John Stackhouse addresses military

Globe and Mail Editor in Chief and Queen’s alumnus John Stackhouse visited the Royal Military College on Wednesday night, delivering a talk on the relationship between the military and the media.

Stackhouse spoke on how the two can affect each other, and historical tensions between the two groups.

“We have a rather testy relationship, but an essential relationship,” he said.

The talk, titled “Media and Democracy in a Digital Age”, was held in Currie Hall at the RMC, and was attended by approximately 50 people, most of which were RMC students and staff.

The public event was sponsored by the Queen’s Department of Political Science, which worked with the RMC to organize the event.

The role of journalism in a democracy, Stackhouse said, is to “test” information and ideas, so the public has a bias-free source of information.

This requires gathering as much information as possible, and then editing, or “curating” it, to make it easy to read, he noted.

Stackhouse told the audience that the nature of journalism has changed enormously throughout the last century, particularly after 9/11.

“One hundred years ago, the media was parochial,” he said. “There was little of what we now call war correspondence.” During the First and Second World Wars, he said, few people in Canadian society knew what was happening on the front, and they rarely heard about military failures.

“Nothing that could embarrass the military got published,” Stackhouse said.

This changed during the Korean War, and especially during the Vietnam War, he said, when broadcast journalism became prevalent and newscasters became more aggressive in reporting from war zones — showing a different, less favourable, side of war than past decades.

“The term ‘unwinnable war’ became a popular phrase,” he said.

Tensions ran high between the media and the military, he said, during the 1970s and the 80s, until peacemaking operations began in the 90s.

A surprising development during the 90s and 2000s, according to Stackhouse, was the targeting of journalists by enemy forces.

Journalists began to regularly move with military forces for safety — known as “embedding” into a military group — rather than covering war zones individually.

“Embedding became the norm,” he said.

Technology also changed the nature of journalism, he said, since readers could be updated in real-time on recent developments.

It meant the media could influence actions on the ground as well as public sentiment in Canada, Stackhouse said.

He recalled covering the war in Afghanistan, when a fellow journalist updated a map of a forces on a battleground in real time. Nearby soldiers began yelling corrections, he said, when they noticed inaccuracies on their own newsfeeds.

“We learned later that the Taliban was receiving [and reading the] battle updates,” he said.

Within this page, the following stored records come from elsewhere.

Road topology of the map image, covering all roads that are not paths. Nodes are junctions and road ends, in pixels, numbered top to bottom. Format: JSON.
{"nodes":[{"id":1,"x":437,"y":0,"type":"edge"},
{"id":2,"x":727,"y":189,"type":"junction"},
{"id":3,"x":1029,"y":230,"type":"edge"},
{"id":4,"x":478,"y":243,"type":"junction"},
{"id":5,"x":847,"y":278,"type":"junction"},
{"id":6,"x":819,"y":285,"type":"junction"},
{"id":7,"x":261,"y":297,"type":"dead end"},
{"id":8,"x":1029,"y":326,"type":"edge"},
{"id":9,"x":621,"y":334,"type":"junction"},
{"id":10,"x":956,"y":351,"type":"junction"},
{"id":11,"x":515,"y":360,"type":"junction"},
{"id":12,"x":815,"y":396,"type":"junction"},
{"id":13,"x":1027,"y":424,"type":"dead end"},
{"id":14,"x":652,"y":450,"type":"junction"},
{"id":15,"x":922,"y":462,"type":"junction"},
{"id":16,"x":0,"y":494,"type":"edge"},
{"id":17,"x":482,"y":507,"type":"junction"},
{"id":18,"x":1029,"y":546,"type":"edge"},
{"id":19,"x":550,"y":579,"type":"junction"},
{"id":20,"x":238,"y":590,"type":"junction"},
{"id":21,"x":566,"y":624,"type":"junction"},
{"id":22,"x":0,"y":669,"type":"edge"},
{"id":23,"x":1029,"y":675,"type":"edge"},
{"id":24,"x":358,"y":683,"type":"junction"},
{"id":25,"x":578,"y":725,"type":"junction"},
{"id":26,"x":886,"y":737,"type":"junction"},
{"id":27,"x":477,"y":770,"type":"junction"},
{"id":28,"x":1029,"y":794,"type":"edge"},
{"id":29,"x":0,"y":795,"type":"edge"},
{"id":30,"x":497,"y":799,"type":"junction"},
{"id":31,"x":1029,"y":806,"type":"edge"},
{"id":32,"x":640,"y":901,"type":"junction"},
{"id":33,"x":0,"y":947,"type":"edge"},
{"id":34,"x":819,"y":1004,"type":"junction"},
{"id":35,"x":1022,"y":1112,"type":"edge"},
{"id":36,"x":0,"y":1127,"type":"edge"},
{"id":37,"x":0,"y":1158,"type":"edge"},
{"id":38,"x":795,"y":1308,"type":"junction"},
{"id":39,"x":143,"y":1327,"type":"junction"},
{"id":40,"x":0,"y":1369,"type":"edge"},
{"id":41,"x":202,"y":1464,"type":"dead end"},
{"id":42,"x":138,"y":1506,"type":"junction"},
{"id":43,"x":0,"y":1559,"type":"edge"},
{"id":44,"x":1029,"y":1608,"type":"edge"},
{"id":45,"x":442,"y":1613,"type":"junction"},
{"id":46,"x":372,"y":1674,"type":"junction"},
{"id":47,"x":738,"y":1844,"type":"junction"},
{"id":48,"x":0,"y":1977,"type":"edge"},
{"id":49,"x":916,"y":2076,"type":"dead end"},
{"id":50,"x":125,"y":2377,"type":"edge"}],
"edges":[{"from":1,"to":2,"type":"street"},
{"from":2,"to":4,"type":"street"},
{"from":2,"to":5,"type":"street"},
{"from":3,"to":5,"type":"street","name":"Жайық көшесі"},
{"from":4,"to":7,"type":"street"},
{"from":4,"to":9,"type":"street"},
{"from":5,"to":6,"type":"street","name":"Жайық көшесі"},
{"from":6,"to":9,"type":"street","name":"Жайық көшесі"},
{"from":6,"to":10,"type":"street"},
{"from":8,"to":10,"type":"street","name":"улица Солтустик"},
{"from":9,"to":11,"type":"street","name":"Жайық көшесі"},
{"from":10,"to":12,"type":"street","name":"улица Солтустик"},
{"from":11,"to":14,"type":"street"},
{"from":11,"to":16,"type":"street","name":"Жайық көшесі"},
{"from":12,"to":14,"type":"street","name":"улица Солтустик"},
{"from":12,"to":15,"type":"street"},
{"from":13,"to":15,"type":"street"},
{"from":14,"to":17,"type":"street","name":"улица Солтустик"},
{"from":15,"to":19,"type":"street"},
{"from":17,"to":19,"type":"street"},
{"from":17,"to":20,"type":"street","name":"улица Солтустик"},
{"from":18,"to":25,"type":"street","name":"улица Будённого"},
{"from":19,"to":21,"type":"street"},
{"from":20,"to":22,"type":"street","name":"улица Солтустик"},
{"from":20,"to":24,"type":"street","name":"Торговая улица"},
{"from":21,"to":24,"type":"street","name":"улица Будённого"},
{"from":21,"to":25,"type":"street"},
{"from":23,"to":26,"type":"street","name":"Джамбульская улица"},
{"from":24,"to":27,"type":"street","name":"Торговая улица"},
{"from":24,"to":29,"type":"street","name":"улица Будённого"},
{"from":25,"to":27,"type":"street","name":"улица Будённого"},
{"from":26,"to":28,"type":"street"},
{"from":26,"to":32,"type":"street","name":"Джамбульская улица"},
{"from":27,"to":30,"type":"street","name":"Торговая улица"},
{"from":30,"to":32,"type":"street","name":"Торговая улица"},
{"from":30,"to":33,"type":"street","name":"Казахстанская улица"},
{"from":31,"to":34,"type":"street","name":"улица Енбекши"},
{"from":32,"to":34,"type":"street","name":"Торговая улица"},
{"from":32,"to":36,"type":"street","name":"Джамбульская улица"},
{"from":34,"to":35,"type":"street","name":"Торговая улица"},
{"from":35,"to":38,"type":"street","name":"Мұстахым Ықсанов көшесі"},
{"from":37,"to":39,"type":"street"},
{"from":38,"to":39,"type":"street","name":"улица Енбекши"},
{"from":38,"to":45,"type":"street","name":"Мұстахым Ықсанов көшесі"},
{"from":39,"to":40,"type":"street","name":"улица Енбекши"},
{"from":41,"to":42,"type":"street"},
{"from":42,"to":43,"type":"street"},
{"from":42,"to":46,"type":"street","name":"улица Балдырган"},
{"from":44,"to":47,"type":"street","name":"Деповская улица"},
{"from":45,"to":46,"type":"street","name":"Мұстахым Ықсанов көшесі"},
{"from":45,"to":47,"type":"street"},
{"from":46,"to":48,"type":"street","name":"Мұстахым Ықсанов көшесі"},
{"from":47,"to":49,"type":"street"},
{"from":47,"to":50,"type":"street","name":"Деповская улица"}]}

Stackhouse described three areas where the media is vital for keeping the military in check: awareness, accountability and context.

Awareness, he noted, means keeping the public aware of battlefield realities.

“Too much information coming out of Afghanistan was one-sided,” he said.

According to Stackhouse, Canadian generals predicted that victory was “just around the bend” every year, despite evidence that violence was actually increasing.

Keeping the military accountable may be painful, but it’s required if the military is to represent the public interest, he said.

“Lack of accountability is terrible not only for society but also any military,” he said.

However, he added, the media kept certain information private if it had the potential to damage national security.

“We are not agnostic to the security and safety of our country,” he said.

Seeing the context behind military operations is also essential, Stackhouse said. He stated that military leaders with an engineering mindset often miss the cultural and historical contexts of an area.

“They see the most efficient way between A and B, but not the context surrounding A and the context surrounding B.”